Commercialized infrastructure and measurement controls

The operation shows signs of a well‑organized commercial setup. Each malicious sample embedded an HTTP referrer header formatted as {{FakeAppName}}-{{Country}}-{{Platform}}-{{OperatorCode}}, allowing operators to measure which fake personas and distribution channels — TikTok, Facebook, Google — produced the most successful infections. zLabs identified at least 12 premium SMS short codes being abused across the four targeted countries and traced C2 infrastructure to the modobomz[.]com and mwmze[.]com domains. When the malware detected a SIM operator outside its hardcoded target list it displayed a benign webview of apkafa.com to avoid suspicion and maintain persistence, an evasion pattern zLabs maps to MITRE ATT&CK technique T1628.001.

Technical notes: carrier billing automation and evasion

The campaign relied on two technical pillars to make unauthorized billing work at scale. First, the malware enforced cellular routing by disabling Wi‑Fi so that device requests would hit carrier billing portals tied to the subscriber’s mobile network. Second, the operation automated interaction with carrier pages via hidden WebViews and in‑page JavaScript, combined with SMS interception through Android APIs, to complete subscription flows without user consent. Layered into these mechanics were timing tactics — the scheduled 60‑ and 90‑second SMS delays — and remote measurement strings in HTTP referrers to optimize conversions and distribution.

What this means for end users, mobile operators, and security teams

  • End users. zLabs’ advice is direct: avoid sideloading Android apps from third‑party stores, audit installed apps against trusted brand names, and review recent mobile bills for unexplained subscription charges. The campaign’s impersonation of legitimate apps increases the risk that casual inspections miss malicious installers.
  • Mobile operators. The operation abused carrier billing portals and short codes, and in one instance automated enrollment against DiGi’s billing flow. Operators will need to monitor for hidden‑WebView automation patterns, anomalous referral headers, and sudden spikes of short‑code activity tied to specific app referrers.
  • Security teams and incident responders. Indicators uncovered by zLabs — the referrer header pattern, the modobomz[.]com and mwmze[.]com domains, use of apkafa.com as a benign fallback, and the list of abused short codes — provide concrete leads for detection and containment. Teams should also consider telemetry that reveals Wi‑Fi disablement coincident with carrier billing attempts and SMS Retriever API usage by unexpected apps.

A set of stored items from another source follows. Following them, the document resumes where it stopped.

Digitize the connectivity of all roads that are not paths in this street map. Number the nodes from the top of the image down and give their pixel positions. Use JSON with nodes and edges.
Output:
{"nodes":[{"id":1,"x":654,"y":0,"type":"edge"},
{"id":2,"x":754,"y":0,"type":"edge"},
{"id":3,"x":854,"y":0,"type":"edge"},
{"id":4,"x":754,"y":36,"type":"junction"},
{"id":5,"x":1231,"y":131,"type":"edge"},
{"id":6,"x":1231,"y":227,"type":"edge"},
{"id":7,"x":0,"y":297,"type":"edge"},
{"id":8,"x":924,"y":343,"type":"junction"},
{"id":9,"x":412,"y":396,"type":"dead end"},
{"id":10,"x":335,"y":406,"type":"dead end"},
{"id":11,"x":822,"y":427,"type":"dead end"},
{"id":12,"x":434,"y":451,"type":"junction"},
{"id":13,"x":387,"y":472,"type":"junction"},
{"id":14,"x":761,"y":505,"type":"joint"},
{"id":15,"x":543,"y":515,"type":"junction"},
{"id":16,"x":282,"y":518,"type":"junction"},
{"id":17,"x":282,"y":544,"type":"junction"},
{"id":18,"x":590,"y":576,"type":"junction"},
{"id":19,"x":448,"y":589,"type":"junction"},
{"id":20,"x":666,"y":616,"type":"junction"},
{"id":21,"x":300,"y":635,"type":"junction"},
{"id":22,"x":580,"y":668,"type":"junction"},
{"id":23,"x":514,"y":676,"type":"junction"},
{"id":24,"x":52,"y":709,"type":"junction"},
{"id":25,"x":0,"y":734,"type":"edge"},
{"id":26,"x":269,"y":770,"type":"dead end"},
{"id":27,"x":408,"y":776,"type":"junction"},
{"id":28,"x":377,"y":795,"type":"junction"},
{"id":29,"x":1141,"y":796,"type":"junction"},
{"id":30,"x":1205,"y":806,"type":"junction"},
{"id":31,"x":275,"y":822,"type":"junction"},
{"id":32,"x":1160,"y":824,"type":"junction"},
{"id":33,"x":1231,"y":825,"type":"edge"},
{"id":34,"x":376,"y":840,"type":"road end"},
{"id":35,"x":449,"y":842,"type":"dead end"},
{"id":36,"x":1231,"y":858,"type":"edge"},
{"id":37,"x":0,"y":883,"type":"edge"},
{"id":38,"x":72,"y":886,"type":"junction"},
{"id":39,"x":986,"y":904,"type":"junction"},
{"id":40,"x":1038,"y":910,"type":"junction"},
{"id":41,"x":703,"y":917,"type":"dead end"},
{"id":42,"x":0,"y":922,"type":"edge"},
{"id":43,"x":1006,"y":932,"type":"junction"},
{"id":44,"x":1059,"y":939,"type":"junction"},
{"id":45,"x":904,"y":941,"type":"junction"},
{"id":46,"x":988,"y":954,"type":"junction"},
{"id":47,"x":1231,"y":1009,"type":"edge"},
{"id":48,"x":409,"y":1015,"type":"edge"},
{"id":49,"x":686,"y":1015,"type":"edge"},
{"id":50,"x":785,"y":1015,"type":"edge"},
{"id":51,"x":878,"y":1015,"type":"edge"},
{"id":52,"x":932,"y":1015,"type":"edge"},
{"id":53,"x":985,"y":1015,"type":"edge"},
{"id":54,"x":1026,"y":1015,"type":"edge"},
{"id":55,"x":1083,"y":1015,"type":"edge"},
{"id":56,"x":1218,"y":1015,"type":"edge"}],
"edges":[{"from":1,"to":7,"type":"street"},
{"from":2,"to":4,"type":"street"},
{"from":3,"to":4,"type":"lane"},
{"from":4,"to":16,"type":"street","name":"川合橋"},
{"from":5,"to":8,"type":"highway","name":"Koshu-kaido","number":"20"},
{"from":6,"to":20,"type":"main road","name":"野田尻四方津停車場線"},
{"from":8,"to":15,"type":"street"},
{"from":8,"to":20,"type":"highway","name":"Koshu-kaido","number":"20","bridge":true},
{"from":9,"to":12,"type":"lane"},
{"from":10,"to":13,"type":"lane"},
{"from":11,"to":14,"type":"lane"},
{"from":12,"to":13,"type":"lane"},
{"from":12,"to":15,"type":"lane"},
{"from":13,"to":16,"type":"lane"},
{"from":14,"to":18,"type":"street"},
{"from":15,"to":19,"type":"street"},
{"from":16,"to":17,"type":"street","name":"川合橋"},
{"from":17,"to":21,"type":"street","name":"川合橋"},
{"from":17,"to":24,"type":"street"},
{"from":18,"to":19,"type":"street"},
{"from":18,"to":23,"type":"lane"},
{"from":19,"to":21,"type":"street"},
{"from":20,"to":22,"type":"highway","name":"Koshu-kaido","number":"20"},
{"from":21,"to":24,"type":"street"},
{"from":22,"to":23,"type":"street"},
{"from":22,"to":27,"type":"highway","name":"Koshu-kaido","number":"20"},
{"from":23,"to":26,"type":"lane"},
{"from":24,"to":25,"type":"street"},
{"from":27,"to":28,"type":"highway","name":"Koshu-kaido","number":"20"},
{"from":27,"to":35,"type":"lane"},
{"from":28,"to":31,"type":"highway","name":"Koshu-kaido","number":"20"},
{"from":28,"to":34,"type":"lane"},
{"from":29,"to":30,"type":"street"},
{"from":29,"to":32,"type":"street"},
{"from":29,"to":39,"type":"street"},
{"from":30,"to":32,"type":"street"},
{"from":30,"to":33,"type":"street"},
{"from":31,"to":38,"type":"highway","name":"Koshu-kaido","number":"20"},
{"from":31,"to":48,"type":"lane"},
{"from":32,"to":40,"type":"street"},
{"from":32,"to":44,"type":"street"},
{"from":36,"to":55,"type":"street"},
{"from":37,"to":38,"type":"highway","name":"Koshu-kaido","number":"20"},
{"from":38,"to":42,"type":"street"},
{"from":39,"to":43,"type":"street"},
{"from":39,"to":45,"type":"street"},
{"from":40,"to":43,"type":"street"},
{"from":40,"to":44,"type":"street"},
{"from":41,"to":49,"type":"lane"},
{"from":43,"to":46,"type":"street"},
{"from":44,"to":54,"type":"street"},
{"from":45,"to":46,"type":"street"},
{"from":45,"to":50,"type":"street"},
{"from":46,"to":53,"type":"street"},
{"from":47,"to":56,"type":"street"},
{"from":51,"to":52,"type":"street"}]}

Premium Deception demonstrates how relatively modest Android malware, when paired with automated carrier‑billing workflows and measurement telemetry, can become a profitable and persistent fraud operation across multiple countries. Portions of the campaign infrastructure remained reachable when zLabs published its analysis, leaving open whether the operators will modify their tools or pivot to new targets. For now, the most immediate defenses are vigilance by users and targeted detection by operators and defenders.